“Trovai il romanzo La pelle di Curzio Malaparte
su una bancarella, fui incuriosita, lo lessi e ne rimasi colpita”. Così Liliana Cavani sul palco del
Teatro Petruzzelli per la prima delle Masterclass dell’edizione 2016 del
Bif&st dedicata all’attore, iniziando a rispondere alle domande del critico Enrico
Magrelli sulla genesi del
film nel quale diresse per la prima volta nel 1991 Marcello Mastroianni, poi
interprete anche del film successivo della regista, Oltre la porta.
Prima dell’incontro, “La pelle” è stato proiettato
davanti a una platea gremita, rimasta tale anche quando è arrivato il momento
di ascoltare le parole della regista sul film e sul suo rapporto con
Mastroianni. Sempre sul libro: “Più che un romanzo pensai che fosse un
eccezionale documento sulla Guerra e soprattutto su Napoli, la città che fu
maggiormente colpita prima, durante e dopo l’ultimo conflitto mondiale. Ne
parlai con il mio amico Roberto De Simone, il compositore e musicologo, che mi
disse che quello che Malaparte aveva scritto nel libro era tutto vero, anche
quello che nel film può sembra improbabile. Dunque il mio primo stimolo era
quello di raccontare Napoli e i napoletani in quel periodo storico. Proposi il
film alla Gaumont, che allora aveva una filiale italiana diretta da Renzo
Rossellini, e i francesi accettarono di produrlo”.
E la scelta di
Mastroianni? “Una scelta dovuta, mi sembrava che fosse nato per fare il
ruolo di Malaparte, riuscendo ad esprimere sia la sofferenza che l’ironia che
permeano il personaggio. Così come era nato per fare tanti altri ruoli perché
aveva una personalità tale da consentirgli di essere chiunque. E lo faceva
senza teorizzare, senza adottare metodi come quello dell’Actors Studio ma con
la sua grande intelligenza che gli consentiva, alla parola ‘azione’, di
diventare subito il personaggio che doveva interpretare. Qualità che avevo trovato
anche in Dirk Bogarde, che avevo diretto alcuni anni prima nel Portiere di notte. E così, come nel caso di Bogarde, mi colpì di Mastroianni la
sua disinvoltura sul set, il suo rapporto con il cast e con le maestranze,
sempre cordiale, rilassato. E naturalmente la loro professionalità che faceva
sì che, da grandi attori, non dovessero mai ripetere le scene più di 2 o 3
volte, spesso risultando già perfetti al primo ciak”.
Un altro confronto
emerso, quello con Mickey Rourke che recitò per la Cavani in Francesco: “Anche lui, come Mastroianni, si ripeteva le battute
prima dei ciak, fino a farle completamente sue”.

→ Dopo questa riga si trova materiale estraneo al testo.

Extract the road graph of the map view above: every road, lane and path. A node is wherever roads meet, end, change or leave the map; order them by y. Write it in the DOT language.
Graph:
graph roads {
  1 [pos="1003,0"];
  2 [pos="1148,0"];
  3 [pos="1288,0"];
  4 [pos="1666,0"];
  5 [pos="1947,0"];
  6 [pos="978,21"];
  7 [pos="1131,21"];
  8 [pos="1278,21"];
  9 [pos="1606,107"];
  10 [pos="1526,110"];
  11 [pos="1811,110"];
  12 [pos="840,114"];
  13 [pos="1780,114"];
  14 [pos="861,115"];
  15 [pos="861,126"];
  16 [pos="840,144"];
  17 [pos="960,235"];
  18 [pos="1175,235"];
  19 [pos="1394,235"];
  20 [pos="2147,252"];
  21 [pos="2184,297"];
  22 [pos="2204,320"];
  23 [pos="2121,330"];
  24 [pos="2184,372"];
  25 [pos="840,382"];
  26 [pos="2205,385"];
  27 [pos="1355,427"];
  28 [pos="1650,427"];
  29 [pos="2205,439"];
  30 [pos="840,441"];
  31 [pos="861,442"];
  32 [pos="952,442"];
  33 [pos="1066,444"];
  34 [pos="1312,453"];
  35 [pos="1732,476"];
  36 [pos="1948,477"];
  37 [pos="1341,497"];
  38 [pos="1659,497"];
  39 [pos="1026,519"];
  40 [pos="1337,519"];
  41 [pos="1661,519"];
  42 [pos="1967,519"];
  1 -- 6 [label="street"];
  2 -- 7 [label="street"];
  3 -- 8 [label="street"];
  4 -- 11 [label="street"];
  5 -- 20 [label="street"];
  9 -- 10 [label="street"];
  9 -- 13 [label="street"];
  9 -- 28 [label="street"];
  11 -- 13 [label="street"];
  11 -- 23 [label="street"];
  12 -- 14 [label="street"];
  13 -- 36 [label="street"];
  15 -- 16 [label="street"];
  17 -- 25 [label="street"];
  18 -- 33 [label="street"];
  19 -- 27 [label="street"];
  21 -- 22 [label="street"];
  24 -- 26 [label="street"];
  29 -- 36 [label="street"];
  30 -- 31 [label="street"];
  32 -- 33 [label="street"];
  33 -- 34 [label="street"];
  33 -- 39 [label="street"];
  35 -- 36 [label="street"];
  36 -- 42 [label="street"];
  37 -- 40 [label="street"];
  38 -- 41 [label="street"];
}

Liliana Cavani ha frequentato
Marcello Mastroianni anche fuori dal set e ha ricordato come l’attore usasse
raccontare aneddoti spesso molto divertenti. “Uno di quelli che mi colpì
di più riguardava il suo incontro con Greta Garbo. Sia lui che lei ci tenevano
a conoscersi e così fu organizzato l’incontro in una sala riservata al primo
piano della libreria Rizzoli sulla 5a strada di New York. Quando rimasero soli,
l’attrice si mise ad osservare le scarpe di Mastroianni e gli chiese dove le
aveva comprate (Marcello notò che anche lei indossava scarpe da uomo). Dopo
quel brevissimo dialogo, rimasero tutto il tempo in silenzio, senza sapere cosa
dirsi, fino a quando non si congedarono”.
Il film preferito di Liliana Cavani
tra quelli interpretati dall’attore? “Ne ha fatti quasi 150, non li ho
visti tutti, ma ne cito senz’altro due, La dolce vita e Matrimonio
all’italiana.” Si è mai
parlato, dopo le due esperienze consecutive, di tornare a lavorare con
l’attore? “No, ma se avessi avuto la possibilità di averlo su un mio set
lo avrei chiamato di corsa, Marcello Mastroianni è stato sicuramente l’attore
più amato per tutti quelli che fanno cinema”.